Aim of the task: Once the pictures are set aside, output all the records exactly.

Collected data entries:
>>>>

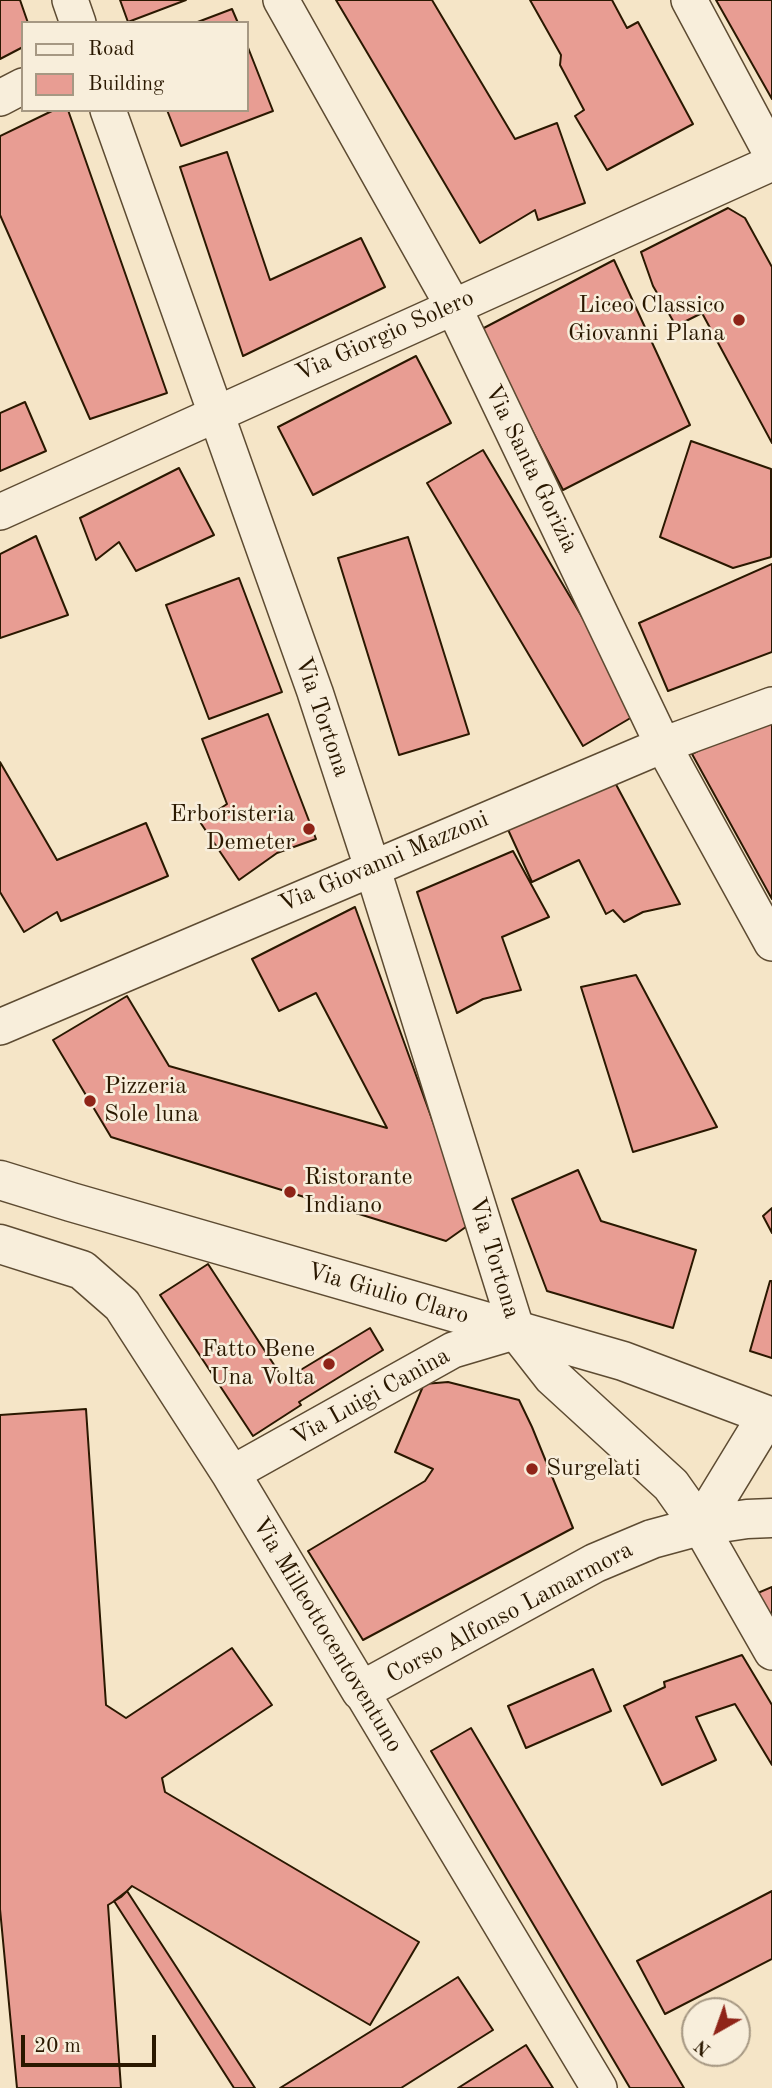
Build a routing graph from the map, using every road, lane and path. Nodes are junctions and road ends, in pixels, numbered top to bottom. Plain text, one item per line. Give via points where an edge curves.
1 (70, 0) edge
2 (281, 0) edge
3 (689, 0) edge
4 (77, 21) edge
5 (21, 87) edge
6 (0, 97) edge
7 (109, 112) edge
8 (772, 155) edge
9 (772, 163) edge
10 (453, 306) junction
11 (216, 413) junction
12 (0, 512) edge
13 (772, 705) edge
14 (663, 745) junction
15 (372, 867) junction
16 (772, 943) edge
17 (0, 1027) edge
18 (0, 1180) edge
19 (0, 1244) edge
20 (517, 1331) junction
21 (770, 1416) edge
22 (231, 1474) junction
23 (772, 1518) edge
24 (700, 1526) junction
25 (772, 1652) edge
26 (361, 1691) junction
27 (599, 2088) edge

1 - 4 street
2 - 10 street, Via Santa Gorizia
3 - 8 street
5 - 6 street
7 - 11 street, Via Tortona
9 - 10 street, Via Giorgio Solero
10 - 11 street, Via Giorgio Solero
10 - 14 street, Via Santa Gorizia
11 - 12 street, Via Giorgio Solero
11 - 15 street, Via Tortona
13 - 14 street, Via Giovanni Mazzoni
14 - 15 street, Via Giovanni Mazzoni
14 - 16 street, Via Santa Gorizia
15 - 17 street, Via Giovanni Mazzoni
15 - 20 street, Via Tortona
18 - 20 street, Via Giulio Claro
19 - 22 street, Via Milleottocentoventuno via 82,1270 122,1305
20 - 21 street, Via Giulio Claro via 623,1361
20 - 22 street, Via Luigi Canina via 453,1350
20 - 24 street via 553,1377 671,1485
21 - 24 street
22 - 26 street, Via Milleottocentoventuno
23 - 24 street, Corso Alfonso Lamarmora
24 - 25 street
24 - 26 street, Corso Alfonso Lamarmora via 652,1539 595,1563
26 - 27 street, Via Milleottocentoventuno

<<<<

Problem solution:
Build a routing graph from the map, using every road, lane and path. Nodes are junctions and road ends, in pixels, numbered top to bottom. Plain text, one item per line. Give via points where an edge curves.
1 (70, 0) edge
2 (281, 0) edge
3 (689, 0) edge
4 (77, 21) edge
5 (21, 87) edge
6 (0, 97) edge
7 (109, 112) edge
8 (772, 155) edge
9 (772, 163) edge
10 (453, 306) junction
11 (216, 413) junction
12 (0, 512) edge
13 (772, 705) edge
14 (663, 745) junction
15 (372, 867) junction
16 (772, 943) edge
17 (0, 1027) edge
18 (0, 1180) edge
19 (0, 1244) edge
20 (517, 1331) junction
21 (770, 1416) edge
22 (231, 1474) junction
23 (772, 1518) edge
24 (700, 1526) junction
25 (772, 1652) edge
26 (361, 1691) junction
27 (599, 2088) edge

1 - 4 street
2 - 10 street, Via Santa Gorizia
3 - 8 street
5 - 6 street
7 - 11 street, Via Tortona
9 - 10 street, Via Giorgio Solero
10 - 11 street, Via Giorgio Solero
10 - 14 street, Via Santa Gorizia
11 - 12 street, Via Giorgio Solero
11 - 15 street, Via Tortona
13 - 14 street, Via Giovanni Mazzoni
14 - 15 street, Via Giovanni Mazzoni
14 - 16 street, Via Santa Gorizia
15 - 17 street, Via Giovanni Mazzoni
15 - 20 street, Via Tortona
18 - 20 street, Via Giulio Claro
19 - 22 street, Via Milleottocentoventuno via 82,1270 122,1305
20 - 21 street, Via Giulio Claro via 623,1361
20 - 22 street, Via Luigi Canina via 453,1350
20 - 24 street via 553,1377 671,1485
21 - 24 street
22 - 26 street, Via Milleottocentoventuno
23 - 24 street, Corso Alfonso Lamarmora
24 - 25 street
24 - 26 street, Corso Alfonso Lamarmora via 652,1539 595,1563
26 - 27 street, Via Milleottocentoventuno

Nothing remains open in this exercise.